** Dataset extract follows **
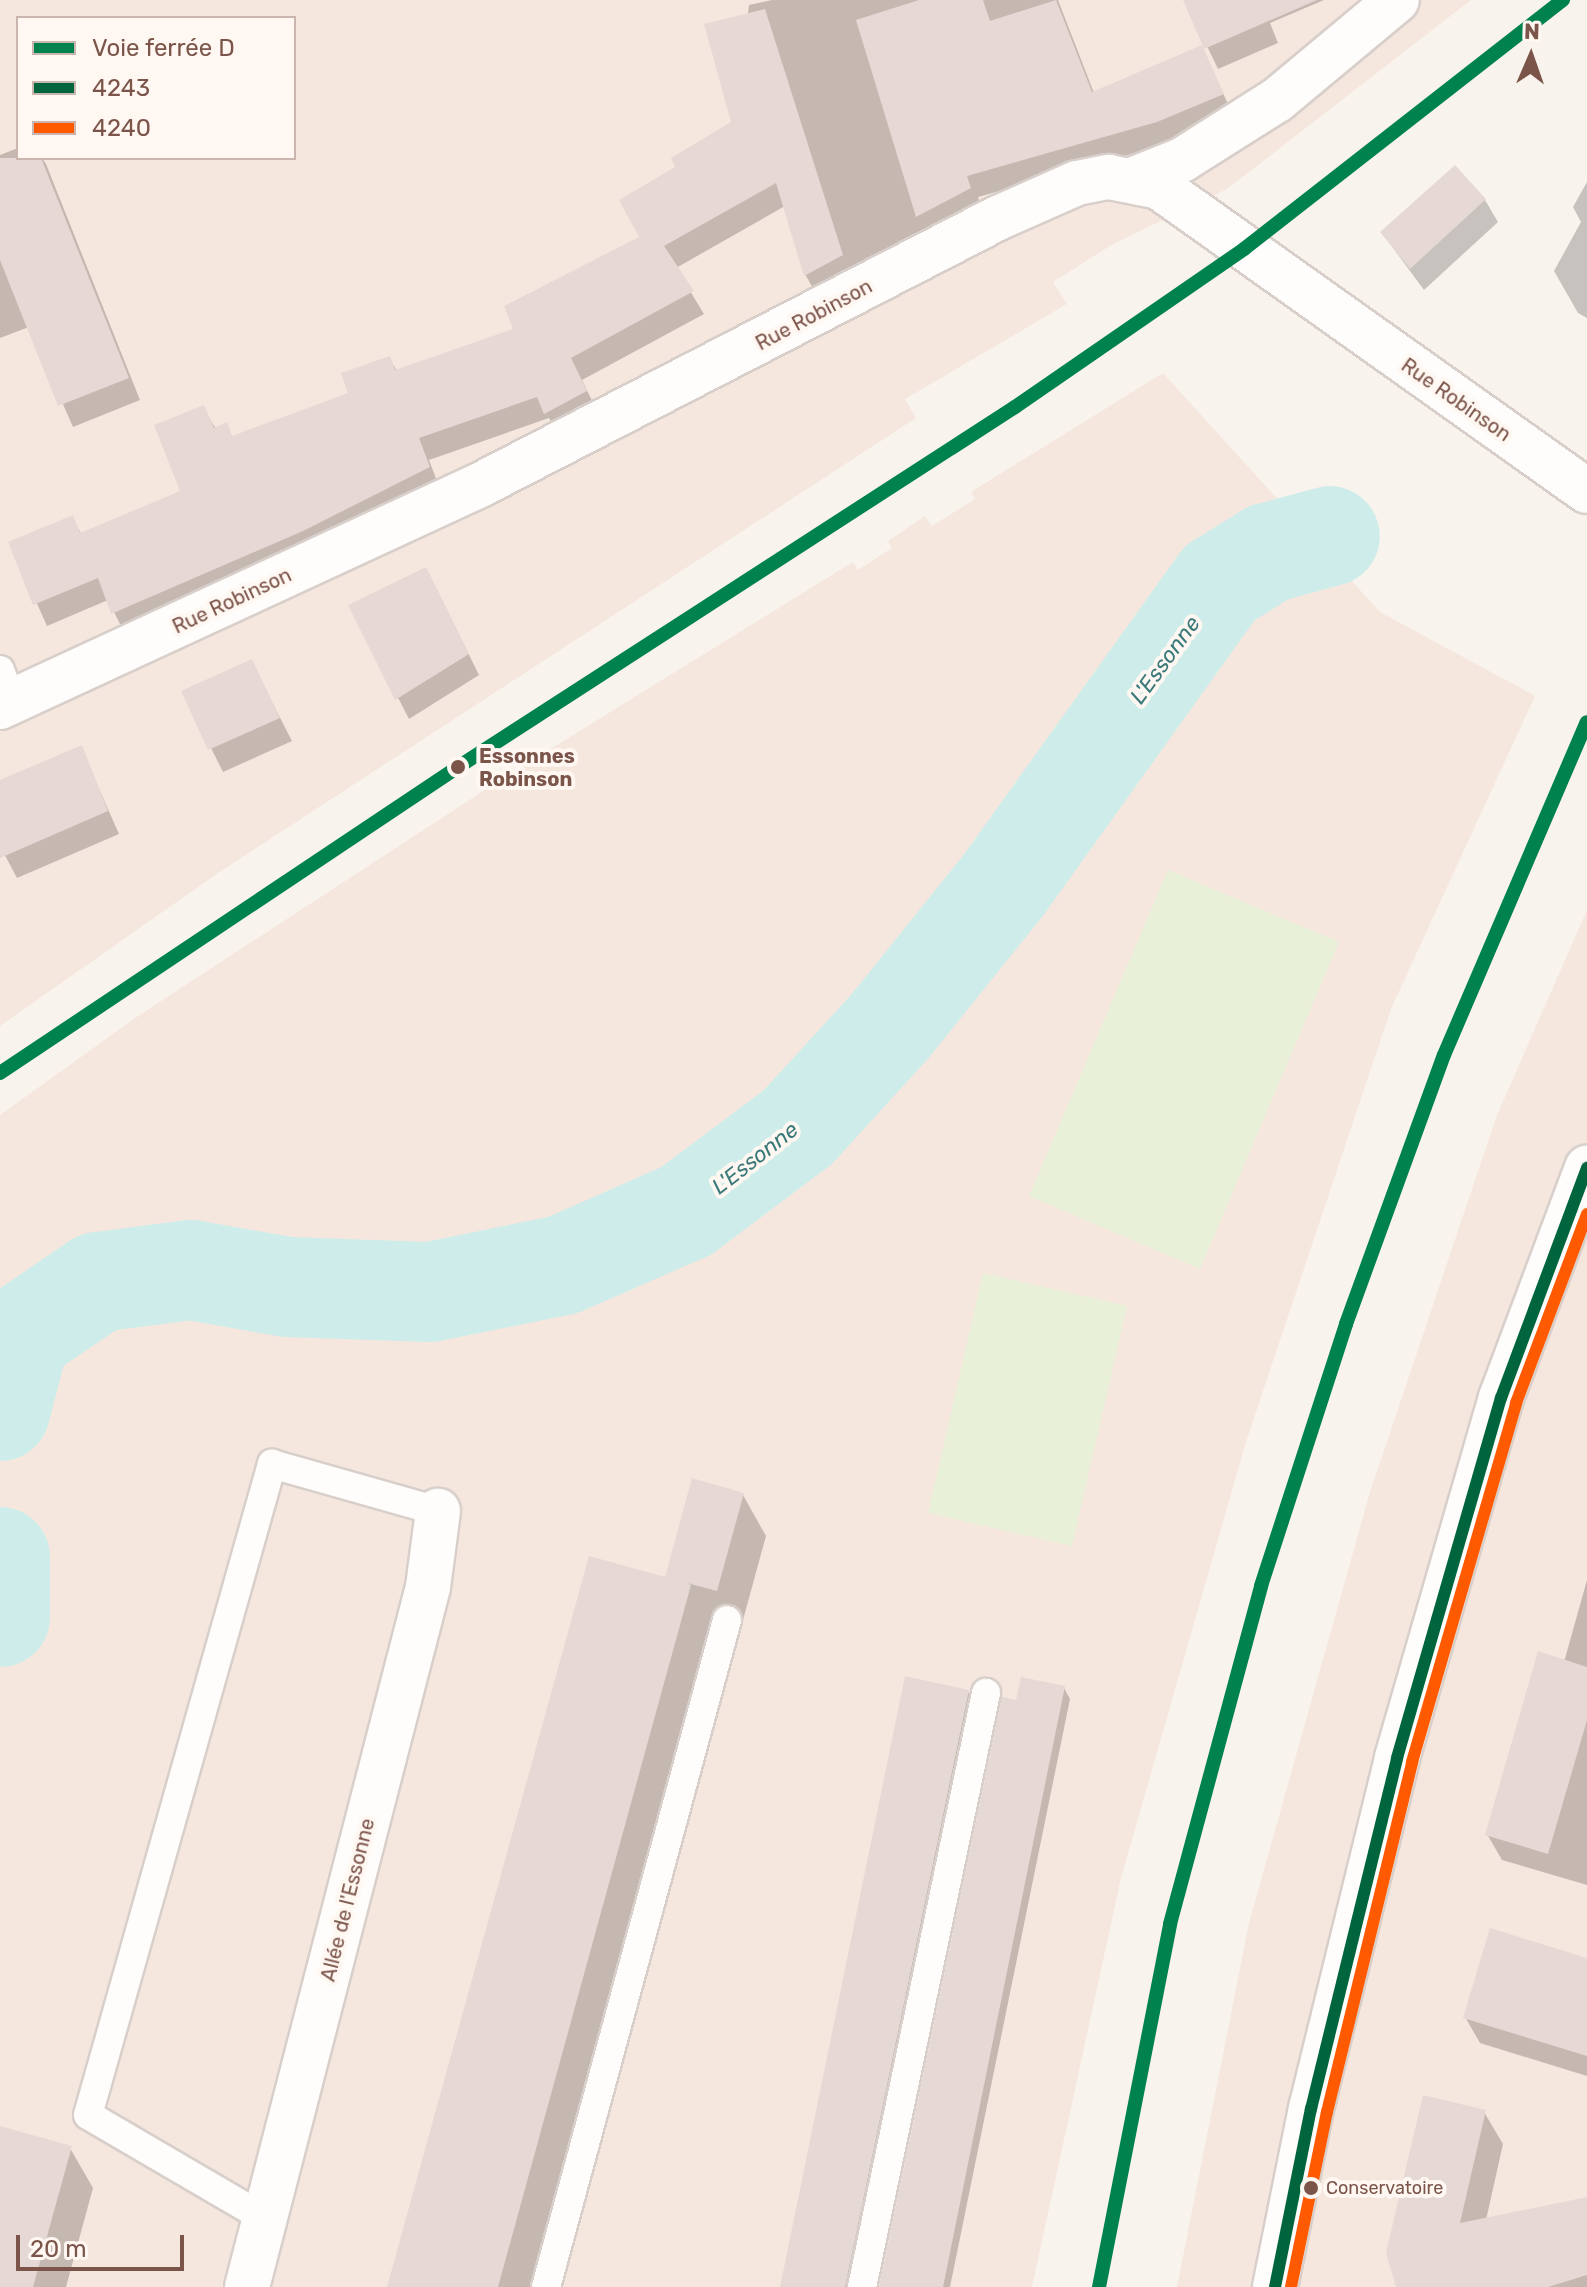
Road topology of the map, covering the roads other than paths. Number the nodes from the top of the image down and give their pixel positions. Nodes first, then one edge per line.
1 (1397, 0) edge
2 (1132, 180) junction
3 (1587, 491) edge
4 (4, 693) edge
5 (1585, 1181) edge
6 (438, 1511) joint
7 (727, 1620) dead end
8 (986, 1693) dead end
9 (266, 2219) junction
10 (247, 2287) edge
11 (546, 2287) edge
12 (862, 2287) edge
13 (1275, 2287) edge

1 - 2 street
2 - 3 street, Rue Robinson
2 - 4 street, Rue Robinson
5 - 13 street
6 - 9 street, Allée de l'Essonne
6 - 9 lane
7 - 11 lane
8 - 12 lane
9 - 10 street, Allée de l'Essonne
** End of Dataset extract **
An exact copy of the entries above is required; pictures are not part of it.

Road topology of the map, covering the roads other than paths. Number the nodes from the top of the image down and give their pixel positions. Nodes first, then one edge per line.
1 (1397, 0) edge
2 (1132, 180) junction
3 (1587, 491) edge
4 (4, 693) edge
5 (1585, 1181) edge
6 (438, 1511) joint
7 (727, 1620) dead end
8 (986, 1693) dead end
9 (266, 2219) junction
10 (247, 2287) edge
11 (546, 2287) edge
12 (862, 2287) edge
13 (1275, 2287) edge

1 - 2 street
2 - 3 street, Rue Robinson
2 - 4 street, Rue Robinson
5 - 13 street
6 - 9 street, Allée de l'Essonne
6 - 9 lane
7 - 11 lane
8 - 12 lane
9 - 10 street, Allée de l'Essonne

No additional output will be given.